◆ **ABOUT THIS TASK**
If a line in the listing below includes the string "Jumaniyazov", pull it out.

◆ **TASK INPUTS**

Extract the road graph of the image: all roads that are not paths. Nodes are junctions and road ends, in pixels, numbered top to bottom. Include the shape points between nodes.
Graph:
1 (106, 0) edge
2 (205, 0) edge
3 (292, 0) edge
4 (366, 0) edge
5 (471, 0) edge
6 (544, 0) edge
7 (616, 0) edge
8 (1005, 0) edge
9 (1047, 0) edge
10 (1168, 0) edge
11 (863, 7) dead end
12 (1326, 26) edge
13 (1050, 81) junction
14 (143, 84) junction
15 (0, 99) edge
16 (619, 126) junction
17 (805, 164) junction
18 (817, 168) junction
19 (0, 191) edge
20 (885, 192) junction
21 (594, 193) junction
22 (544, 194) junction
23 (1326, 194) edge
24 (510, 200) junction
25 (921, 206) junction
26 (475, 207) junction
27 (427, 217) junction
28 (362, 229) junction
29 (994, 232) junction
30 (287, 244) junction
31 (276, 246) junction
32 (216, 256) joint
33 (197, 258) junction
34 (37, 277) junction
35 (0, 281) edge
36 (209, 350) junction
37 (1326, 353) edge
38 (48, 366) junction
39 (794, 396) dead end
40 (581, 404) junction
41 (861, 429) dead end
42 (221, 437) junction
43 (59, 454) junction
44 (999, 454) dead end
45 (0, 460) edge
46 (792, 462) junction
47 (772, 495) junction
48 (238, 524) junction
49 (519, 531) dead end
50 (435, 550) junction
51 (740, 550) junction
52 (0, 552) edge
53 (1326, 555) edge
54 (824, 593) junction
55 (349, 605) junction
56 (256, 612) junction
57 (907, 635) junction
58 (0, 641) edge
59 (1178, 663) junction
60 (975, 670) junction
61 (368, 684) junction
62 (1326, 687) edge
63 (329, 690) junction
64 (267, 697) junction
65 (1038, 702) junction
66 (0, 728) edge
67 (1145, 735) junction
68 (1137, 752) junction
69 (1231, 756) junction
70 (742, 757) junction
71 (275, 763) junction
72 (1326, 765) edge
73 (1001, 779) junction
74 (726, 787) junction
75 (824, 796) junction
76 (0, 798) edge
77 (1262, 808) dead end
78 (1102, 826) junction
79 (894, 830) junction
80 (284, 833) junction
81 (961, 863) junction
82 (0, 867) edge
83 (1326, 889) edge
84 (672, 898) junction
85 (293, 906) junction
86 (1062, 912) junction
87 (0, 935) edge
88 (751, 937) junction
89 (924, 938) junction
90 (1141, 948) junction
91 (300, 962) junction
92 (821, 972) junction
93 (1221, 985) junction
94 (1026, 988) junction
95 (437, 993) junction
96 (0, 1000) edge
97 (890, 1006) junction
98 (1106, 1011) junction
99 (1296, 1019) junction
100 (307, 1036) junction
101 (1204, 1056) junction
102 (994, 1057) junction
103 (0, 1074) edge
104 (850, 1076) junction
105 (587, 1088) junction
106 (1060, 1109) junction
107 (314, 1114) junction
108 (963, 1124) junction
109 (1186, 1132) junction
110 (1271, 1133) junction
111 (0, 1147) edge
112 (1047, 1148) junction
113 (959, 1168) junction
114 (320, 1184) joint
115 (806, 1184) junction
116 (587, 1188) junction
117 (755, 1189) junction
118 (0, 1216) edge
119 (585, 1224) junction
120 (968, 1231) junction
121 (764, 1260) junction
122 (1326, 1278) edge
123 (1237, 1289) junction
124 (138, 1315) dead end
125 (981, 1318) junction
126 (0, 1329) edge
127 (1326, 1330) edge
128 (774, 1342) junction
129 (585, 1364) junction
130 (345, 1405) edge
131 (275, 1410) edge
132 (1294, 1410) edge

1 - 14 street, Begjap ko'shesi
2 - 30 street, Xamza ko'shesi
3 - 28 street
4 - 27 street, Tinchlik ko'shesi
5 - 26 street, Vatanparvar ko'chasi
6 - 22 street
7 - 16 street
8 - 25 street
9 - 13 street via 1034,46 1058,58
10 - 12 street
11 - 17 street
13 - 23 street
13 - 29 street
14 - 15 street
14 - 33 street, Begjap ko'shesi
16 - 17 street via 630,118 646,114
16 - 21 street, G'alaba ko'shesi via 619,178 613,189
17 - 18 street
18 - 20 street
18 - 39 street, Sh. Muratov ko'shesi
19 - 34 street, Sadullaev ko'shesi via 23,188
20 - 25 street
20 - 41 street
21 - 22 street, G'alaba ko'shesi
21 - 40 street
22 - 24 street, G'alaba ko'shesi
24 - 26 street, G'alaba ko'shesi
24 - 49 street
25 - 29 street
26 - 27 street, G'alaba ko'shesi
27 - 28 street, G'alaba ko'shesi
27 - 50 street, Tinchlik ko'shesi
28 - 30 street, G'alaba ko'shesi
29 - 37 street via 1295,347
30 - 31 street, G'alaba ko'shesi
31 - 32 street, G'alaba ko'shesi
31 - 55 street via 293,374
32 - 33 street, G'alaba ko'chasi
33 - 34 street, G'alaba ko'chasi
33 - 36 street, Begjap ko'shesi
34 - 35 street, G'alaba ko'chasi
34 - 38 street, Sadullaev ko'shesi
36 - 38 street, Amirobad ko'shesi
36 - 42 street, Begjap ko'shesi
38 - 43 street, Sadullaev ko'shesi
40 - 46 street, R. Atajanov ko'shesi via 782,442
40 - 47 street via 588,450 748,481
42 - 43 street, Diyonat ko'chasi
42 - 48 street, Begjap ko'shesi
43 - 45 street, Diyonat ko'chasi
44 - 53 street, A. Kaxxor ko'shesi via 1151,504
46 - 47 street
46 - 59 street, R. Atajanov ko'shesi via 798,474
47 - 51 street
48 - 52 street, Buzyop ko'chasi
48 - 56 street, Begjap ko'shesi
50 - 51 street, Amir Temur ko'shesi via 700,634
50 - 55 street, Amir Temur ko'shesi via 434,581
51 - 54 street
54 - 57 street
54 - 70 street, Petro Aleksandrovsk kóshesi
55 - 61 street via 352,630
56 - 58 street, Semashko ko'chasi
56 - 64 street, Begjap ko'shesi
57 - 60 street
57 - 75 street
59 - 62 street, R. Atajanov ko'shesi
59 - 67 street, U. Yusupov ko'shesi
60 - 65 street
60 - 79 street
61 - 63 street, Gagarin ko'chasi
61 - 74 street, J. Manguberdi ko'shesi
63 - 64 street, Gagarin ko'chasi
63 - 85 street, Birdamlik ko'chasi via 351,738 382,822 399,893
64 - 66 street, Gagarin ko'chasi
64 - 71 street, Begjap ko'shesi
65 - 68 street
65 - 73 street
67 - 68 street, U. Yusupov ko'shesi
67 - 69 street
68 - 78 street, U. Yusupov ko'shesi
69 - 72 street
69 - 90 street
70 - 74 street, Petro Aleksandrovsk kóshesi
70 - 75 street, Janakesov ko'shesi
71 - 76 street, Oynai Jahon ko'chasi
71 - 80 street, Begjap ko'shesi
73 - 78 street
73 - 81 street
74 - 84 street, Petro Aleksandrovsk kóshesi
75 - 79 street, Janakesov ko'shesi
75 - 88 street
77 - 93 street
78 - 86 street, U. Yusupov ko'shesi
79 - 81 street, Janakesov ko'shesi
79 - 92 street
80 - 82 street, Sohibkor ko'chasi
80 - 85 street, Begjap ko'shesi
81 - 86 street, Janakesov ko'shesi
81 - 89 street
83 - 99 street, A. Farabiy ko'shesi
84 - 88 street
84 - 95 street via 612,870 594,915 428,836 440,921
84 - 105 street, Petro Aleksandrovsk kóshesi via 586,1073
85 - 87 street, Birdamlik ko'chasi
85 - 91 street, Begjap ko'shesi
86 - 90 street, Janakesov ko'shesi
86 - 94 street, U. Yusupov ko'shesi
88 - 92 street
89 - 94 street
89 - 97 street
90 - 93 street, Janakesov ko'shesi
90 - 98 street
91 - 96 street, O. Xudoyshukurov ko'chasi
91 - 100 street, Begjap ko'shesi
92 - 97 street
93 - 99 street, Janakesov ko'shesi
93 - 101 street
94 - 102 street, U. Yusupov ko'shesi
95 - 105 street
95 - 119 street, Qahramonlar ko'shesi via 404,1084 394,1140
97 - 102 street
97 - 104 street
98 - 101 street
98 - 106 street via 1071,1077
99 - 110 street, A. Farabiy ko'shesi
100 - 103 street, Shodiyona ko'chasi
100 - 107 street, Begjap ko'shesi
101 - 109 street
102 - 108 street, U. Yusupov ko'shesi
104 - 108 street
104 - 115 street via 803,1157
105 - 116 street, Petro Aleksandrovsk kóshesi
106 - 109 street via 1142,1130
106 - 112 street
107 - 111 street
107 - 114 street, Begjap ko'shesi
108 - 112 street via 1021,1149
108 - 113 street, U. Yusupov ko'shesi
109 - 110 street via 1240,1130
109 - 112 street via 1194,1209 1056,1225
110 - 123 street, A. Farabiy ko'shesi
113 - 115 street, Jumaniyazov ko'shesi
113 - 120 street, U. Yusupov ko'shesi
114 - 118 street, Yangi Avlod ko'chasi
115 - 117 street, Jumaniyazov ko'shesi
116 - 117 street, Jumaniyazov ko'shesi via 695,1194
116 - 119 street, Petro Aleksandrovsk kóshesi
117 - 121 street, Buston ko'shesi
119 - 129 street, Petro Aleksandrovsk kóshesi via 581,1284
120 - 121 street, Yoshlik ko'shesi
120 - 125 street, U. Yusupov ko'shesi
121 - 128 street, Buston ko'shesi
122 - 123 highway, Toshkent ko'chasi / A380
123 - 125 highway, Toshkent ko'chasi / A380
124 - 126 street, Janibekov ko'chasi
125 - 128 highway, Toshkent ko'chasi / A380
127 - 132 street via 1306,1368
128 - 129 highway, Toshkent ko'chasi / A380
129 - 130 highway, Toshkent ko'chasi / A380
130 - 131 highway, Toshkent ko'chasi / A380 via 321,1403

◆ **ANSWER TO THE EXERCISE**
113 - 115 street, Jumaniyazov ko'shesi
115 - 117 street, Jumaniyazov ko'shesi
116 - 117 street, Jumaniyazov ko'shesi via 695,1194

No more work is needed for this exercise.